My body tried to speed-run something last week. Scratchy throat Tuesday, head jammed full of snot Wednesday, hacking up yellow stuff Thursday. It has subsequently settled into occasionally coughing, occasionally runny nose since, which isn't great, but I can operate around it.
Fantastic Four #27, by Ryan North (writer), Steven Cummings (artist), Jesus Arbutov (color artist), Joe Caramagna (letterer) - It doesn't seem fair that only some of the Moloids get to wear specs like Mole Man. It must be an "employee of the month" perk.Nicki, Ben and Alicia's Skrull daughter, observes that Earthling myths and legends consistently portray shape-shifters as untrustworthy and evil. So she tries to prove they're actually cool and good. By pretending to be the Fantastic Four to get her siblings out of trouble with the principal. Also by flawlessly impersonating her dad to rent PG-13 movies.
She eventually gets caught, and Ben tells her not to impersonate other people at school, and not to do it elsewhere without asking first. Which she initially perceives as having to get permission to be herself, but by the end of the issue has concluded that she's really been using shapeshifting to try being liked by being other people, and she should just be herself. Using her powers openly to defeat the Mole Man when he attacks the school to get at Franklin and Valeria probably helps.
It's a nice idea to play with the cultural differences Nicki has to deal with coming from the Skrulls culture, where shapeshifting is the norm and you're expected to use it, versus Earth where it's a relatively rare trait, and most of the people get spooked if they eventually learn they weren't talking to who they thought they were. Hopefully North will do something similar for Nicki's brother Jo-Venn and having grown up among the highly militaristic Kree at some point.
Cummings struggles drawing The Thing consistently, as he sometimes seems to have a neck and other times doesn't, and the shape of his torso changes a bit. For the more regular characters, he's fine (I feel like he used Abe Lincoln as a starting point for the principal), and when Nicki is just stretching her limbs or bulking herself up, there's no problem there. And Mole Man's 3-headed, fire breathing, beady-eyed creature looks cool, so overall, it works.

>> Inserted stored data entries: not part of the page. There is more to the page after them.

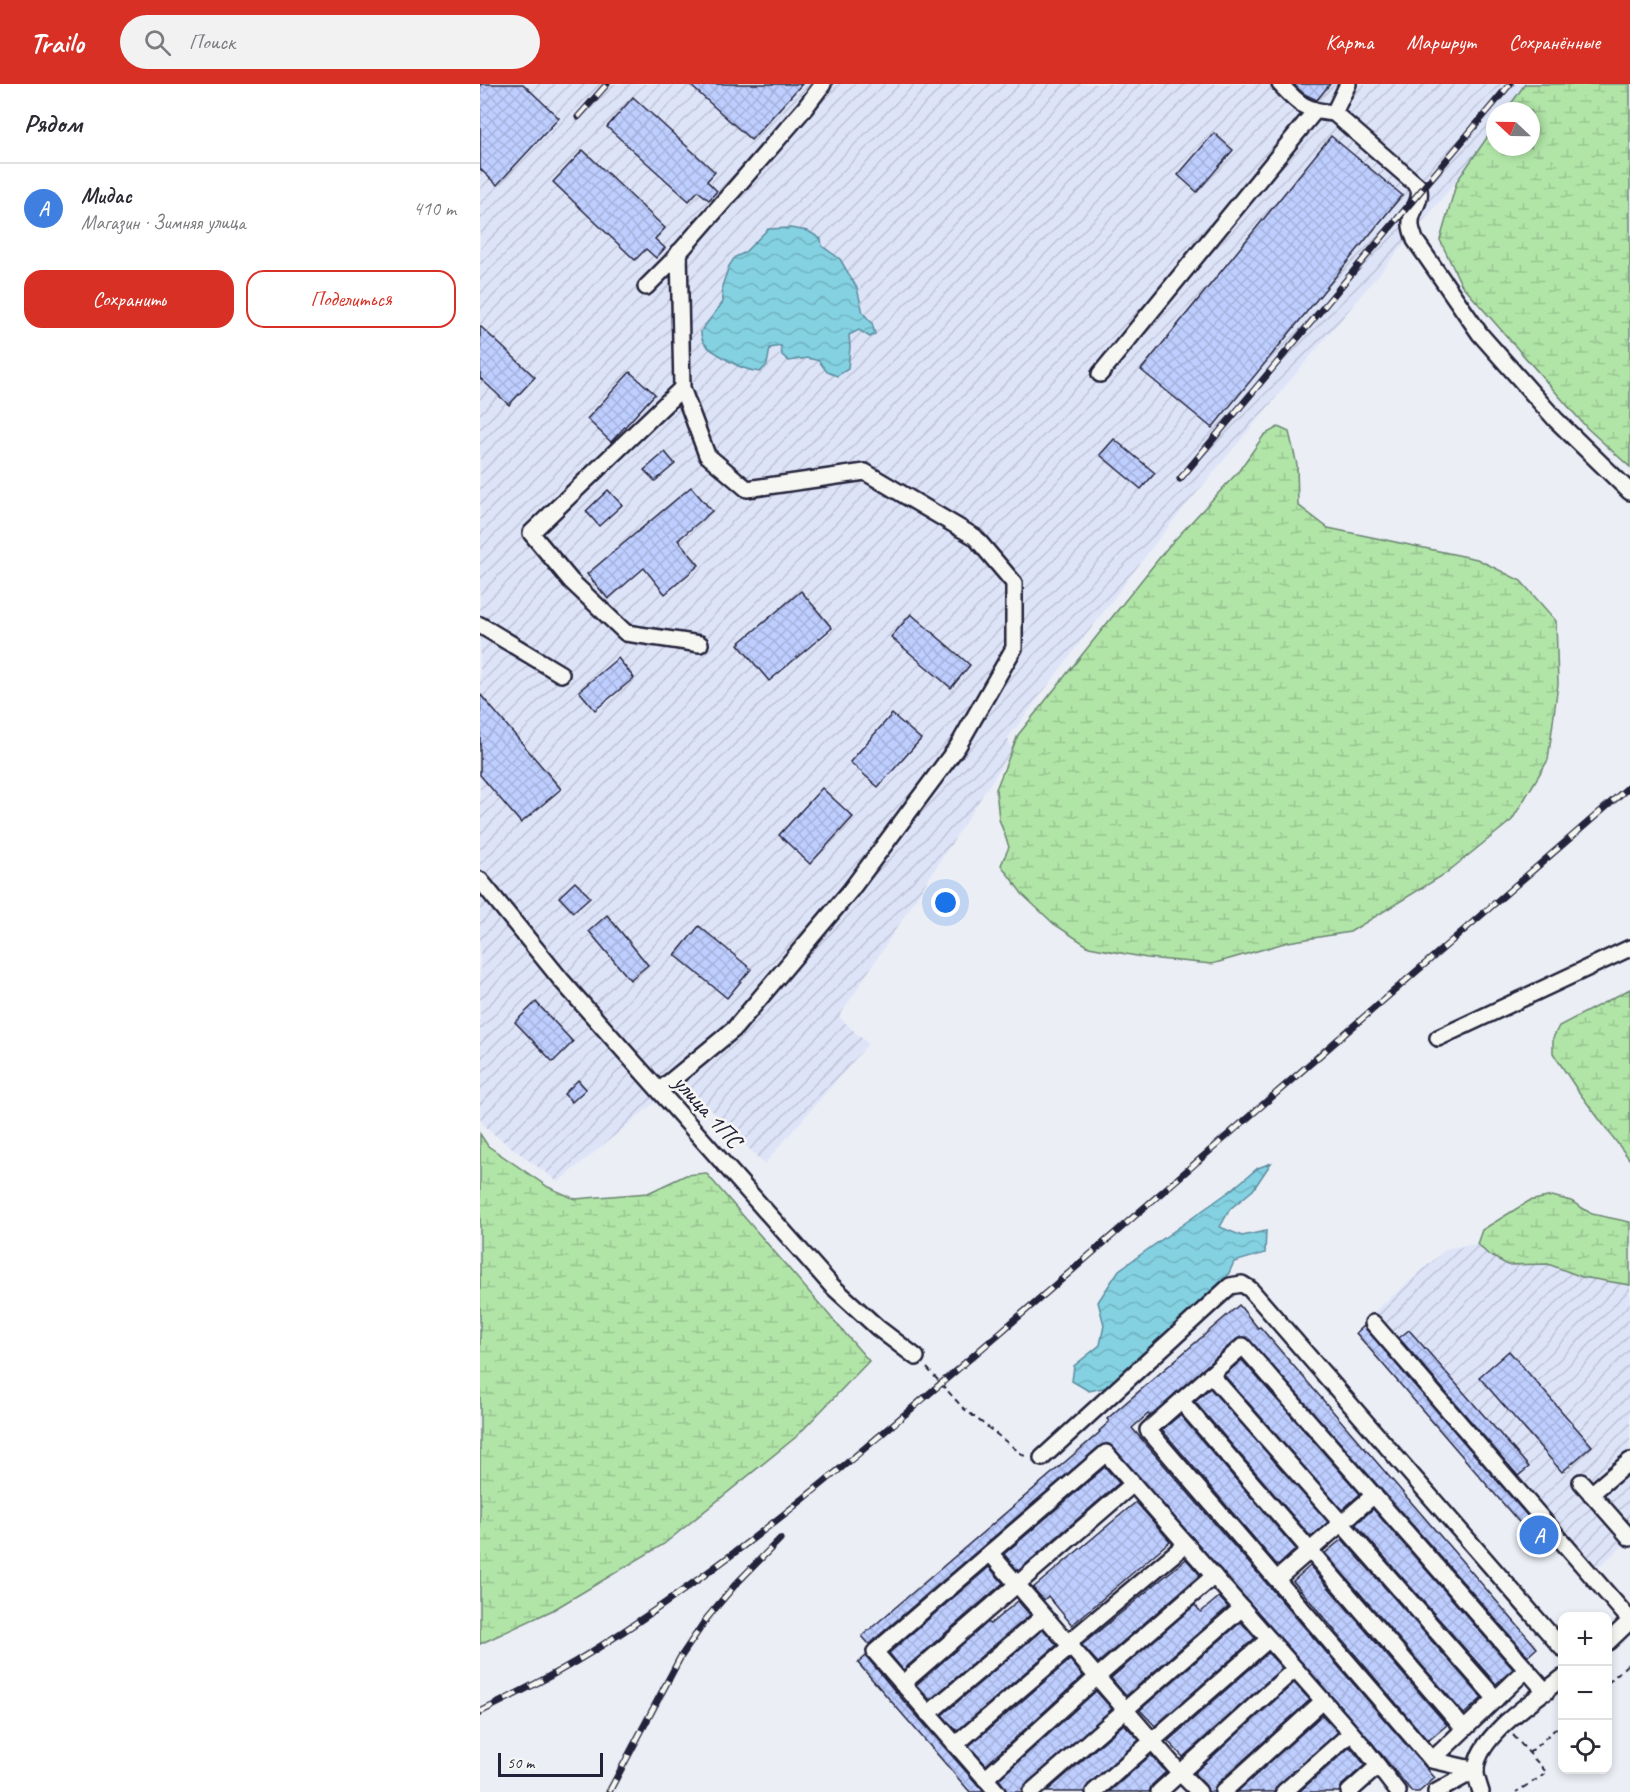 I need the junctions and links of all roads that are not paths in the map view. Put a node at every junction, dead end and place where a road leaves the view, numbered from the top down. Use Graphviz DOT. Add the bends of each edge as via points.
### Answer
graph roads {
  1 [pos="823,84"];
  2 [pos="1280,84"];
  3 [pos="1348,84"];
  4 [pos="1315,111"];
  5 [pos="1334,112"];
  6 [pos="680,252"];
  7 [pos="646,287"];
  8 [pos="1100,374"];
  9 [pos="682,388"];
  10 [pos="1630,492"];
  11 [pos="480,625"];
  12 [pos="700,644"];
  13 [pos="561,674"];
  14 [pos="480,880"];
  15 [pos="1630,948"];
  16 [pos="1438,1038"];
  17 [pos="660,1090"];
  18 [pos="1373,1323"];
  19 [pos="916,1357"];
  20 [pos="1211,1375"];
  21 [pos="1181,1401"];
  22 [pos="1042,1458"];
  23 [pos="1630,1461"];
  24 [pos="1133,1484"];
  25 [pos="1374,1495"];
  26 [pos="1342,1523"];
  27 [pos="1630,1538"];
  28 [pos="1185,1544"];
  29 [pos="1311,1550"];
  30 [pos="990,1553"];
  31 [pos="1214,1576"];
  32 [pos="1277,1579"];
  33 [pos="1017,1584"];
  34 [pos="1242,1608"];
  35 [pos="1044,1616"];
  36 [pos="1630,1620"];
  37 [pos="1612,1638"];
  38 [pos="1269,1639"];
  39 [pos="1558,1642"];
  40 [pos="1071,1646"];
  41 [pos="1295,1669"];
  42 [pos="1527,1669"];
  43 [pos="1097,1677"];
  44 [pos="1558,1682"];
  45 [pos="902,1684"];
  46 [pos="1546,1692"];
  47 [pos="1496,1699"];
  48 [pos="1323,1701"];
  49 [pos="1125,1709"];
  50 [pos="928,1714"];
  51 [pos="1464,1729"];
  52 [pos="1352,1733"];
  53 [pos="1152,1741"];
  54 [pos="956,1745"];
  55 [pos="1432,1760"];
  56 [pos="1378,1766"];
  57 [pos="1476,1770"];
  58 [pos="1180,1773"];
  59 [pos="985,1779"];
  60 [pos="997,1792"];
  61 [pos="1031,1792"];
  62 [pos="1094,1792"];
  63 [pos="1159,1792"];
  64 [pos="1199,1792"];
  65 [pos="1222,1792"];
  66 [pos="1284,1792"];
  67 [pos="1349,1792"];
  68 [pos="1398,1792"];
  69 [pos="1436,1792"];
  70 [pos="1480,1792"];
  1 -- 6 [label="street"];
  2 -- 4 [label="street" via="1305,108"];
  3 -- 5 [label="street"];
  4 -- 5 [label="street"];
  4 -- 8 [label="street"];
  5 -- 10 [label="street" via="1418,186 1420,198 1410,226 1415,240 1480,334 1556,420"];
  6 -- 7 [label="street"];
  6 -- 9 [label="street"];
  9 -- 12 [label="street" via="531,533 571,581 626,633"];
  9 -- 17 [label="street" via="707,455 747,489 865,472 975,537 1014,583 1014,648 958,746 850,891 734,1029"];
  11 -- 13 [label="street"];
  14 -- 17 [label="street, улица 1ПС" via="562,981"];
  15 -- 16 [label="street"];
  17 -- 19 [label="street, улица 1ПС" via="832,1286"];
  18 -- 36 [label="street"];
  20 -- 21 [label="street"];
  20 -- 25 [label="street" via="1244,1346"];
  20 -- 26 [label="street"];
  21 -- 29 [label="street"];
  21 -- 32 [label="street" via="1148,1430"];
  22 -- 39 [label="street" via="1230,1286 1242,1284 1250,1288"];
  23 -- 27 [label="street" via="1586,1488"];
  24 -- 28 [label="street"];
  24 -- 30 [label="street" via="1106,1453"];
  24 -- 33 [label="street"];
  25 -- 26 [label="street"];
  25 -- 42 [label="street"];
  26 -- 29 [label="street"];
  26 -- 47 [label="street"];
  28 -- 31 [label="street"];
  28 -- 40 [label="street" via="1074,1638"];
  29 -- 32 [label="street"];
  29 -- 51 [label="street"];
  30 -- 33 [label="street"];
  30 -- 45 [label="street" via="875,1652"];
  31 -- 34 [label="street"];
  31 -- 43 [label="street"];
  32 -- 55 [label="street"];
  33 -- 35 [label="street"];
  33 -- 45 [label="street"];
  34 -- 38 [label="street"];
  34 -- 49 [label="street"];
  35 -- 40 [label="street"];
  35 -- 50 [label="street"];
  36 -- 37 [label="street"];
  38 -- 41 [label="street"];
  38 -- 53 [label="street"];
  40 -- 43 [label="street"];
  40 -- 54 [label="street"];
  41 -- 48 [label="street"];
  41 -- 58 [label="street"];
  42 -- 46 [label="street"];
  42 -- 47 [label="street"];
  43 -- 49 [label="street"];
  43 -- 59 [label="street"];
  44 -- 46 [label="street"];
  45 -- 50 [label="street"];
  46 -- 57 [label="street" via="1489,1740 1479,1754"];
  47 -- 51 [label="street"];
  48 -- 52 [label="street"];
  48 -- 65 [label="street"];
  49 -- 53 [label="street"];
  49 -- 61 [label="street"];
  50 -- 54 [label="street"];
  51 -- 55 [label="street"];
  52 -- 56 [label="street"];
  52 -- 66 [label="street"];
  53 -- 58 [label="street"];
  53 -- 62 [label="street"];
  54 -- 59 [label="street"];
  55 -- 57 [label="street"];
  56 -- 67 [label="street"];
  56 -- 68 [label="street"];
  57 -- 69 [label="street"];
  57 -- 70 [label="street"];
  58 -- 63 [label="street"];
  58 -- 64 [label="street"];
  59 -- 60 [label="street"];
}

Deadpool #9, by Cody Ziglar and Alexis Quasarano (writers), Andrea Di Vito (artist), Guru-eFX (color artist), Joe Sabino (letterer) - Maybe MODOK should put the shiny gem thing in a less easy to access (and stab) location.Eleanor, Princess, and Valentine fight MODOK for half the issue. This is mostly Ellie getting increasingly battered, as she runs up against the limits of her healing ability, but keeping MODOK occupied until Valentine can get close and pump him full of a hallucinogen from mushrooms. Odd that Valentine says they both know he won't enjoy the trip, but the one panel we see, MODOK's got a giddy look and is proclaiming (in multi-colored text) "The colors taste like colors!" Seems to be enjoying it to me. It's when he wakes up he'll be pissed.
So Ellie's in bad shape, but Valentine's got a plan to use some magic powers she gained partway through the Alyssa Wong-written series to essentially do an alchemical transfer of Ellie's healing to Wade to make his cells heal like they're supposed to. It works, Deadpool's back on his feet, Ellie doesn't die, Wade and Valentine have a brief conversation where Valentine whispers something to Wade he claims not to have heard, but will doubtlessly come up later.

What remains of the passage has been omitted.